◆ **Task prompt**: From the entries below, please gather each line containing the string "edges".
== Extracted data
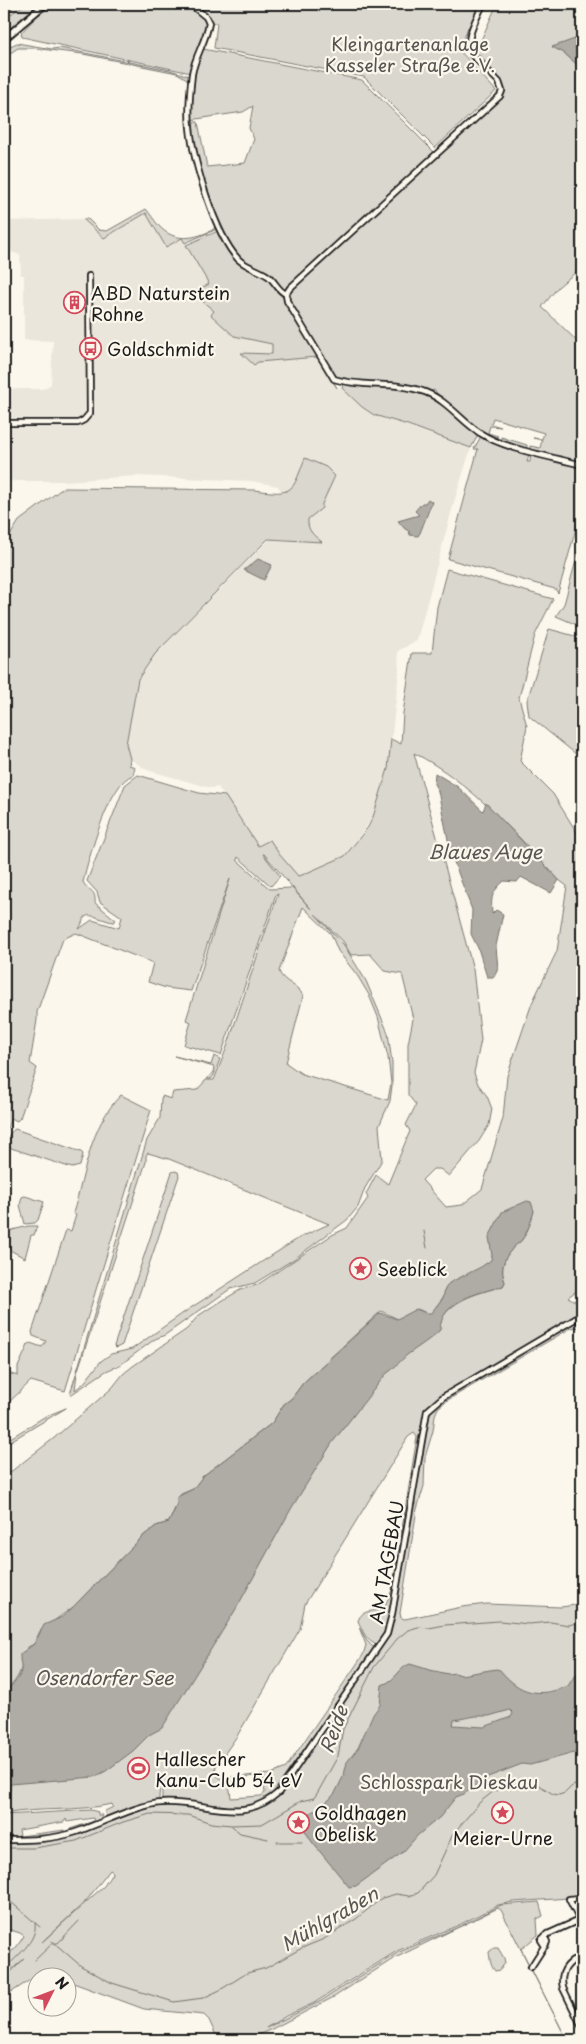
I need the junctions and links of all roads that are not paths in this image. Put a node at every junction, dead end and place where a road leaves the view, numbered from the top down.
1 (45, 4) edge
2 (190, 4) edge
3 (483, 4) edge
4 (4, 38) edge
5 (89, 276) dead end
6 (286, 294) junction
7 (4, 423) edge
8 (582, 465) edge
9 (582, 1315) edge
10 (4, 1840) edge
11 (582, 1898) edge
12 (581, 1923) edge
13 (548, 1934) junction
14 (545, 1946) junction
15 (582, 1956) edge
16 (530, 1968) dead end
17 (582, 2027) edge

1 - 4 main road
2 - 6 street
3 - 6 street
5 - 7 street
6 - 8 street
9 - 10 street, AM TAGEBAU
11 - 12 street
12 - 13 street
13 - 14 street
13 - 14 street
14 - 16 street
15 - 17 street

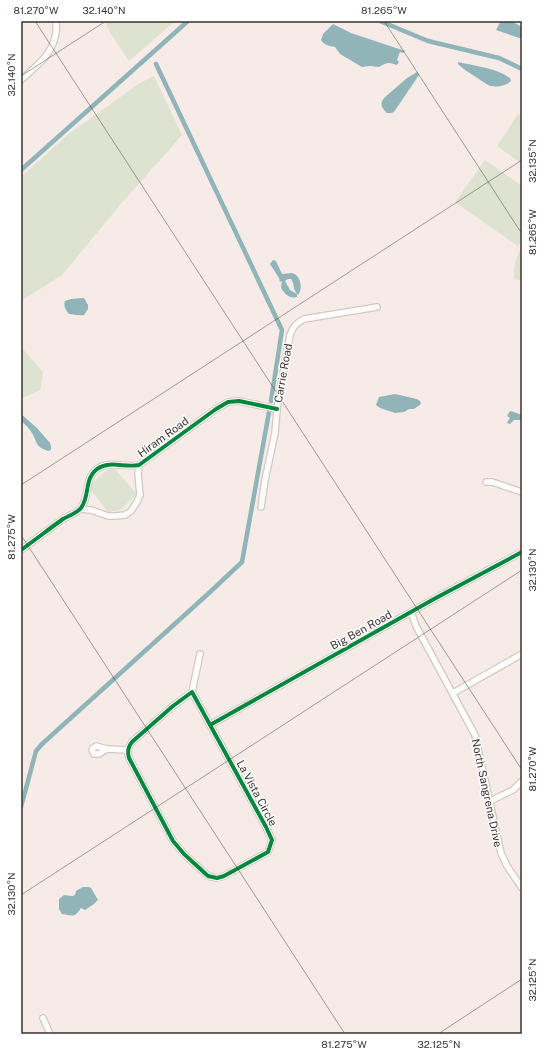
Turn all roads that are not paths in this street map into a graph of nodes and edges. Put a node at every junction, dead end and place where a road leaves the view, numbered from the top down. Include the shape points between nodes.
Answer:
1 (56, 21) edge
2 (21, 80) edge
3 (377, 307) dead end
4 (277, 409) junction
5 (139, 465) junction
6 (486, 482) dead end
7 (522, 492) edge
8 (260, 508) dead end
9 (80, 509) junction
10 (21, 550) edge
11 (522, 552) edge
12 (412, 612) junction
13 (200, 654) dead end
14 (522, 654) edge
15 (192, 692) junction
16 (453, 693) junction
17 (210, 725) junction
18 (107, 749) dead end
19 (128, 750) junction
20 (522, 781) edge
21 (490, 801) junction
22 (522, 888) edge
23 (43, 1018) dead end
24 (50, 1034) edge

1 - 2 street via 56,37 50,49
3 - 4 street, Carrie Road via 304,319 292,328
4 - 5 street, Hiram Road via 239,401 228,402
4 - 8 street, Carrie Road via 275,433
5 - 9 street, Hiram Road via 109,464 97,470 89,480
5 - 9 street, Hiram Road via 140,495 125,515 108,516
6 - 7 street
9 - 10 street
11 - 12 street, Big Ben Road
12 - 16 street, North Sangrena Drive via 416,626
12 - 17 street, Big Ben Road
13 - 15 street
14 - 16 street
15 - 17 street, La Vista Circle
15 - 19 street via 133,741
16 - 21 street, North Sangrena Drive via 475,735
17 - 19 street, La Vista Circle via 272,840 268,852 224,876 208,876 173,841 129,758
18 - 19 street
20 - 21 street via 513,790
21 - 22 street, North Sangrena Drive via 503,859
23 - 24 street

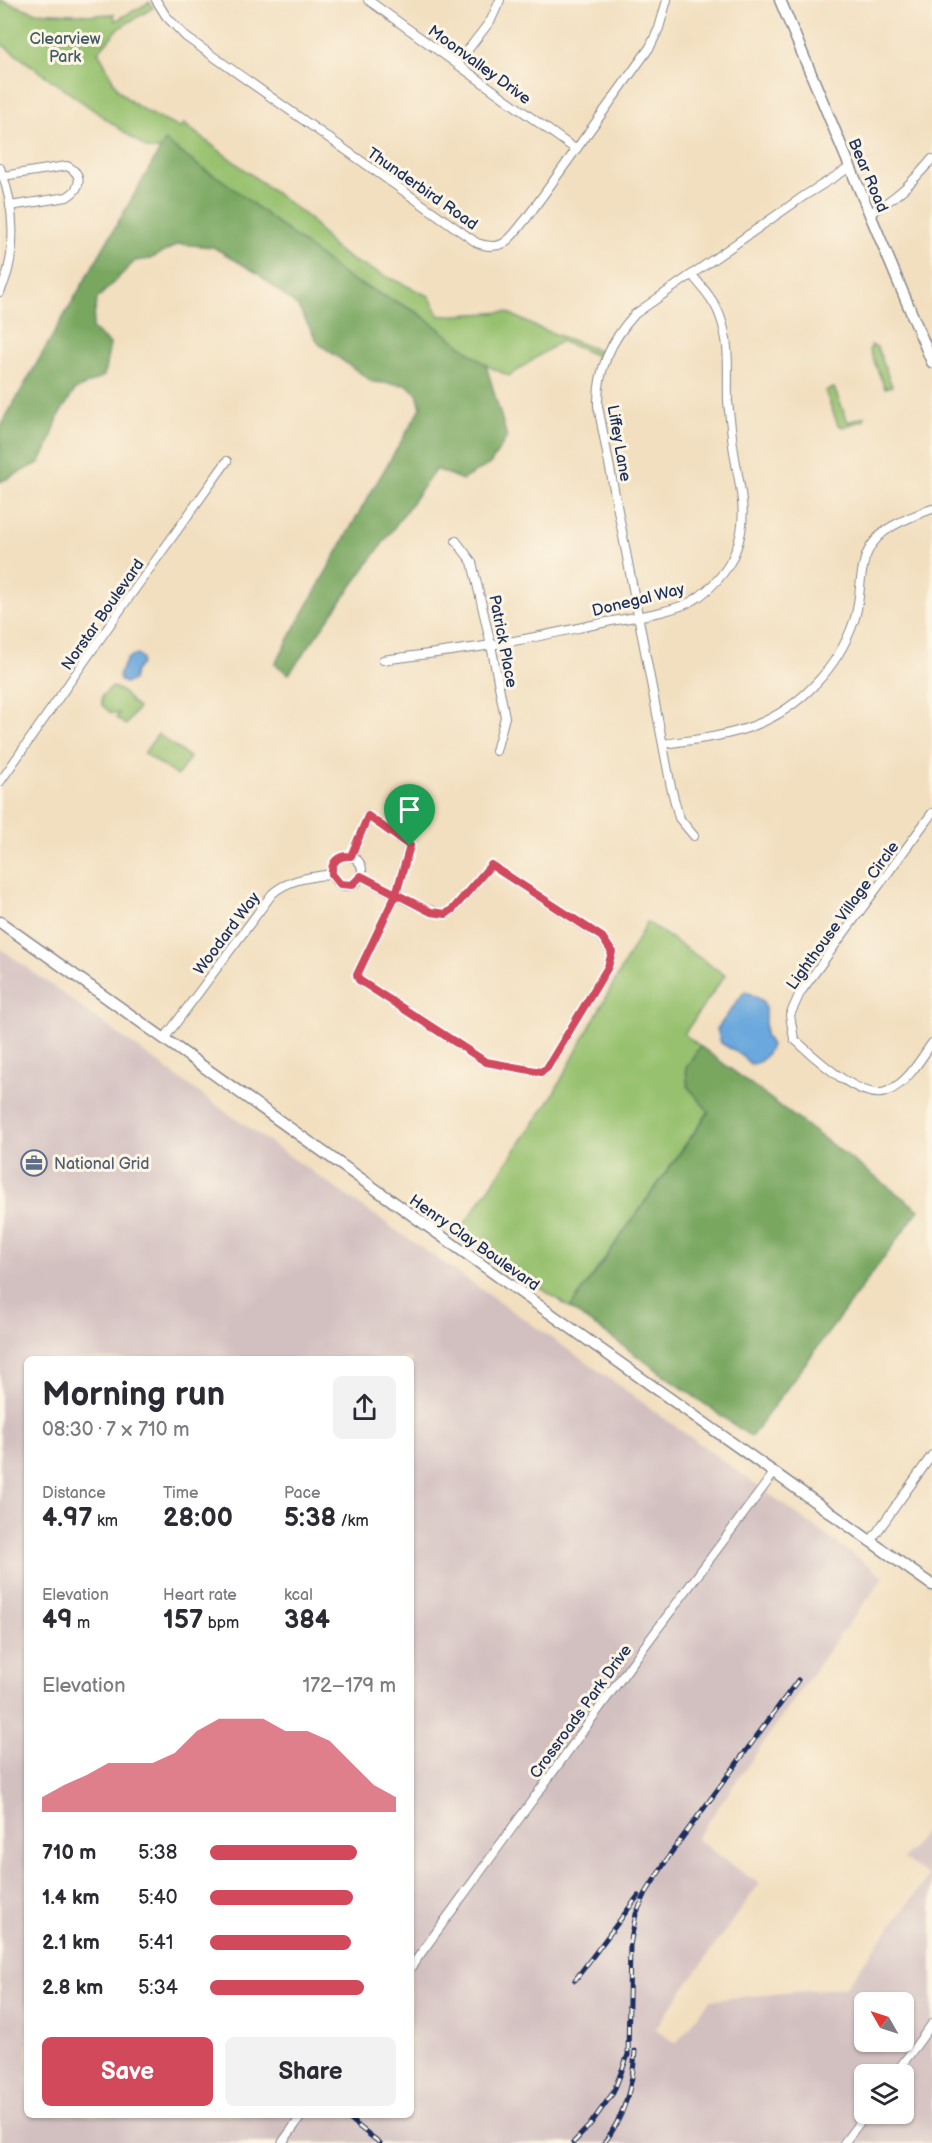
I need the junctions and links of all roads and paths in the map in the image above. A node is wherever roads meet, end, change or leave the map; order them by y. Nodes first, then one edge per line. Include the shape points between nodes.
1 (156, 0) edge
2 (368, 0) edge
3 (500, 0) edge
4 (667, 0) edge
5 (780, 0) edge
6 (457, 64) junction
7 (575, 149) junction
8 (932, 159) edge
9 (849, 168) junction
10 (2, 172) edge
11 (4, 195) edge
12 (10, 206) junction
13 (869, 214) junction
14 (692, 275) junction
15 (0, 292) edge
16 (928, 342) edge
17 (932, 362) edge
18 (227, 461) dead end
19 (932, 509) edge
20 (456, 541) dead end
21 (639, 616) junction
22 (491, 645) junction
23 (383, 660) dead end
24 (663, 744) junction
25 (496, 751) dead end
26 (0, 782) edge
27 (932, 813) edge
28 (694, 836) dead end
29 (351, 856) junction
30 (332, 874) junction
31 (361, 876) junction
32 (396, 894) junction
33 (0, 922) edge
34 (164, 1039) junction
35 (932, 1043) edge
36 (932, 1455) edge
37 (774, 1473) junction
38 (870, 1542) junction
39 (932, 1585) edge
40 (414, 1963) edge
41 (932, 2024) edge
42 (902, 2064) edge
43 (300, 2118) edge
44 (858, 2124) edge
45 (282, 2143) edge
46 (844, 2143) edge

1 - 7 street, Thunderbird Road via 186,37 477,243 498,247 507,241
2 - 6 street, Moonvalley Drive
3 - 6 street via 491,20
4 - 7 street, Thunderbird Road via 650,46
5 - 9 main road, Bear Road
6 - 7 street, Moonvalley Drive
8 - 13 street via 893,200
9 - 13 main road, Bear Road
9 - 14 street, Liffey Lane
10 - 11 street
10 - 12 street via 67,166 76,171 78,186 67,197
11 - 12 street
12 - 15 street via 10,257
13 - 16 main road, Bear Road
14 - 21 street, Liffey Lane via 634,314 610,346 601,374 598,406
14 - 21 street, Donegal Way via 719,314 727,339 728,401 744,508 741,533 726,569 710,587 694,600
16 - 17 main road, Bear Road
18 - 26 street, Norstar Boulevard
19 - 24 street via 889,527 877,537 863,565 855,619 845,642 820,679 794,704 752,726
20 - 22 street, Patrick Place via 472,562
21 - 22 street, Donegal Way
21 - 24 street, Liffey Lane
22 - 23 street, Donegal Way
22 - 25 street, Patrick Place via 505,717
24 - 28 street, Liffey Lane via 679,818
27 - 35 street, Lighthouse Village Circle via 801,993 790,1015 794,1039 847,1083 872,1093 887,1093 906,1079
29 - 30 street via 336,860
29 - 31 street via 359,861
29 - 32 street via 368,816 410,846
30 - 31 street, Woodard Way via 344,886 352,885
30 - 34 street, Woodard Way via 288,883 272,894
31 - 32 street
32 - 32 street via 431,912 446,914 491,865 602,937 612,952 608,967 547,1068 541,1072 486,1062 359,980 357,975
33 - 34 main road, Henry Clay Boulevard
34 - 37 main road, Henry Clay Boulevard
36 - 38 street
37 - 38 main road, Henry Clay Boulevard
37 - 40 street, Crossroads Park Drive
38 - 39 main road, Henry Clay Boulevard
41 - 42 street
43 - 45 street
44 - 46 street

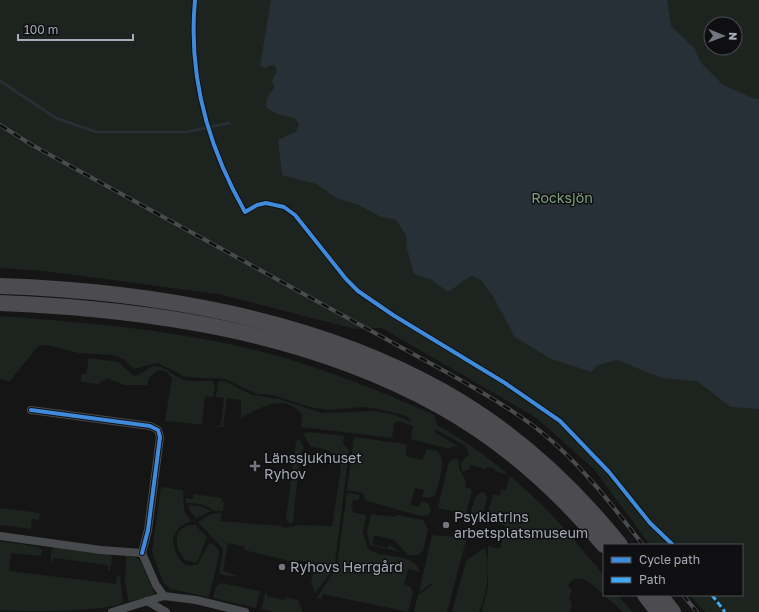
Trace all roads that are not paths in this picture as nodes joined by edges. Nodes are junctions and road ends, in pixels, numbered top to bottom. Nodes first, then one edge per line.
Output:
====
◆ **Result of the exercise**:
Turn all roads that are not paths in this street map into a graph of nodes and edges. Put a node at every junction, dead end and place where a road leaves the view, numbered from the top down. Include the shape points between nodes.
Trace all roads that are not paths in this picture as nodes joined by edges. Nodes are junctions and road ends, in pixels, numbered top to bottom. Nodes first, then one edge per line.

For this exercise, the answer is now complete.